S: Those guys are the coolest. Eric and Marshall own this; they’re actually just as new as we are, which I didn’t get that sense at all because they’re very professional and put together. They have a very strong brand. How we got connected to them was through Aaron. Aaron’s friends with the screen printer that prints work for them—I believe his name is Jason. Him and Aaron were just talking and Aaron started talking about “WIP”. Because Jason’s another artist, Aaron suggested that he present. Jason asked what “WIP” is, and they talked more about it. I guess Aaron just sort of, matter-of-factly mentioned that we’re, like, looking for sponsorship. Jason was like “oh I print for these guys over at Braven Brewery company, they’re amazing,” he’s like “let me get you connected with them!” They’re the most transparent, most honest, awesome, amazing guys. Like, Day One they were asking us “what can we do?” They donated a bunch of cases of beer. And…
C: Really made everyone happy!
S: It seems small but it’s so important for the social aspect of the event.
C: It’s also like the local community helping out the local community!
C: It’s like a validation of the spirit of “WIP”, in a way, because you’ve come so far in less than a year. It’s so killer!

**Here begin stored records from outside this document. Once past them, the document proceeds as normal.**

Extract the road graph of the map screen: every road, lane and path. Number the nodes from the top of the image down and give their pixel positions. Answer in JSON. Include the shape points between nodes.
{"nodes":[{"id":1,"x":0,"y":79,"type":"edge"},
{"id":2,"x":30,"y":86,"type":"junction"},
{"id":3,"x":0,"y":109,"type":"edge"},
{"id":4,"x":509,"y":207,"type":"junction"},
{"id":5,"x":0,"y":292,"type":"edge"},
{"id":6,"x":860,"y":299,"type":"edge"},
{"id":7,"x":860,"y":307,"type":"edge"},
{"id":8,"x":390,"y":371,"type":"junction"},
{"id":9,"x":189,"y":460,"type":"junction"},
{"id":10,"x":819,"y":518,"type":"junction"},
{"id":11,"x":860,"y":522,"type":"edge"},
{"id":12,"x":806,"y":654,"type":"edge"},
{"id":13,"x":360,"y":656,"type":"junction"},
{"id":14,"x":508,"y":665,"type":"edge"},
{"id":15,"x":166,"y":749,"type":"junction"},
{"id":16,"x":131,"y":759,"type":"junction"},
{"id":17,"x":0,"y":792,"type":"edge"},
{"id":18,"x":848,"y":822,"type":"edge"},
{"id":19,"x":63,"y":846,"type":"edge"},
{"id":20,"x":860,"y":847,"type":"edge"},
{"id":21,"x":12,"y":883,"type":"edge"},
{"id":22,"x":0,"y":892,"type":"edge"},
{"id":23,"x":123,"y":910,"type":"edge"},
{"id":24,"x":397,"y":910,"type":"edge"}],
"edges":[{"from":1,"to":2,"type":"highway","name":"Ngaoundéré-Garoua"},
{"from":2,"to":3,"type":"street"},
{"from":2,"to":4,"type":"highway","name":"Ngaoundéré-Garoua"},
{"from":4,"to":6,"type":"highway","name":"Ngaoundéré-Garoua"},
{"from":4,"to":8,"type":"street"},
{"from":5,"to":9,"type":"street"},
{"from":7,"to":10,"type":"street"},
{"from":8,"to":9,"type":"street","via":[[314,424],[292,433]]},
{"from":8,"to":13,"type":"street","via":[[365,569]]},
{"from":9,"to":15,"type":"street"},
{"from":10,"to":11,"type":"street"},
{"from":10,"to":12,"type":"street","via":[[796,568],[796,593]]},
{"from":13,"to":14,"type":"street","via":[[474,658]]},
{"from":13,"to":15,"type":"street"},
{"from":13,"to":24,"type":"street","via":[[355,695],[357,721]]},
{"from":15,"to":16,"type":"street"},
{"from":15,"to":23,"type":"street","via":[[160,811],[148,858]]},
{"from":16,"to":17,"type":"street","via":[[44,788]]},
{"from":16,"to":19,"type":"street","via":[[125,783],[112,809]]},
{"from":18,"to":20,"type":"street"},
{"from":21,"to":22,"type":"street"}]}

S: We have very similar views on community and supporting each other, so we have an agreement: we help bring them out and advertise their brand, and they help support us. It’s so awesome, cause those types of people are really rare. I really see the potential for working together and the camaraderie we were talking about earlier, realizing that, instead of me trying to one-up you or take something from you, let’s do something together! That’s what sort of happened with Braven, and that’s what inspired me to keep going—these people exist and are out there. These people are willing to work with artists and help that community grow. So yeah, we’re just looking for more people like that.
C: Your One-Year Anniversary of “WIP” is this coming Saturday (Aug 20). What are you excited about for the upcoming year? Do you have any ideas for further expansion and development from here on out?

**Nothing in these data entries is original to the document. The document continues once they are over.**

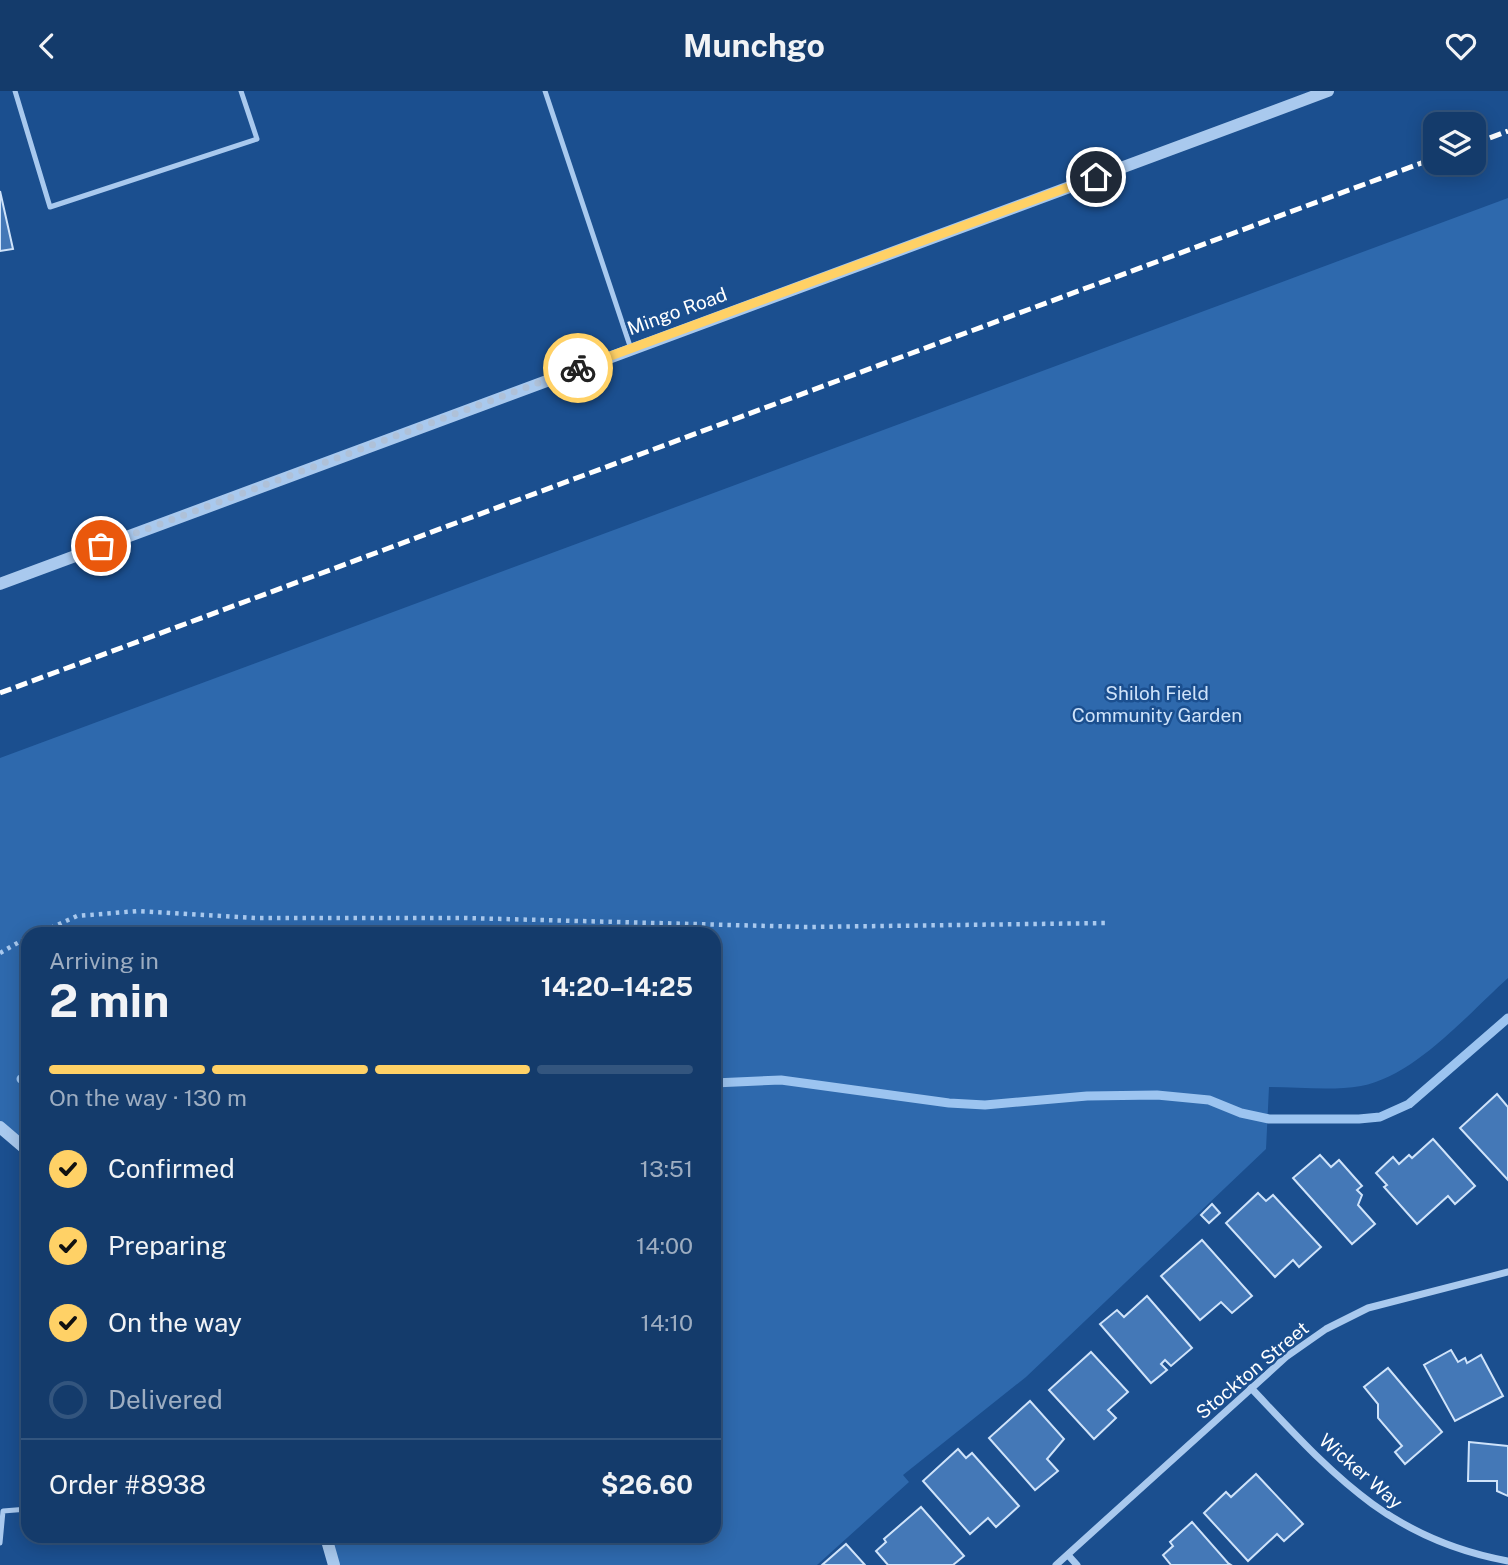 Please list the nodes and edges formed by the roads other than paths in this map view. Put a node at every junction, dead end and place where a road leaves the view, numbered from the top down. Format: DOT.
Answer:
graph roads {
  1 [pos="15,91"];
  2 [pos="241,91"];
  3 [pos="545,91"];
  4 [pos="1328,91"];
  5 [pos="631,349"];
  6 [pos="0,584"];
  7 [pos="0,1127"];
  8 [pos="21,1145"];
  9 [pos="1508,1272"];
  10 [pos="1251,1388"];
  11 [pos="21,1510"];
  12 [pos="1,1511"];
  13 [pos="0,1543"];
  14 [pos="328,1543"];
  15 [pos="1068,1555"];
  16 [pos="1508,1561"];
  17 [pos="334,1565"];
  18 [pos="1056,1565"];
  19 [pos="1077,1565"];
  1 -- 2 [label="lane"];
  3 -- 5 [label="lane"];
  4 -- 5 [label="street, Mingo Road"];
  5 -- 6 [label="street, Mingo Road"];
  7 -- 8 [label="street"];
  9 -- 10 [label="street, Stockton Street"];
  10 -- 15 [label="street, Stockton Street"];
  10 -- 16 [label="street, Wicker Way"];
  11 -- 12 [label="lane"];
  12 -- 13 [label="lane"];
  14 -- 17 [label="street"];
  15 -- 18 [label="street, Stockton Street"];
  15 -- 19 [label="street"];
}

S: We see “WIP” expanding our efforts to work with artists further in a sense of producing projects, like helping people create their visions.
C: Oh awesome!
S: Everyone in the team has a very unique, specialized talent. It just sort of naturally happened. It wasn’t like five photographers happened to get together. Marcello is a very talented musician, he’s also a very talented recording musician and producer. His goal, personally, is to work with musicians and record their music, so we’re gonna do those efforts through “WIP”. So for example, say you’re a band, and you’re looking for a sort-of whole, encompassing marketing, branding, or production. Joel Mitchell does our social media as well as our filmography, so we have someone who can do music videos for them, make scripts and also manage their social media. Then we have Marcello who can do production; I can do photography; Aaron can do art direction and design and do album covers and posters; we can also do marketing and PR.
C: Wow that is perfect.
S: So we basically have a production collective that naturally evolved from this. Now we’re trying to take it out of just the event, and doing that helps facilitates projects.
C: Basically when “WIP” starts, there’s a sense of not knowing who’s going to present until you’re there. There’s so much diversity in the artistic community, and “WIP” attracts people from all sorts of layers within that. You have everyone come into this collaborative safe-space, and you they realize that “hey we all have these different talents we can put together for the greater good.” And I think that’s the most inspiring thing about WIP, is that you’ve been able to foster that sense and find people who are energetic, excited to do that, and are willing to help the whole thing transform! Anythinh else you’d like to add before we wrap up?
S: So we’re doing a GoFundMe campaign to fund our 1 Year Anniversary, so that we can make it accessible to the community. Before, we charged tickets to pay for expenses, now we’re trying to reach out to the community to support the event.
S: GoFundMe.com/WIPoneyear. You get a free tote bag, hand screen printed by our own Aaron Wade.
C: Oh shit!
S: Oh shit!
C: Sarah thank you so much for your time!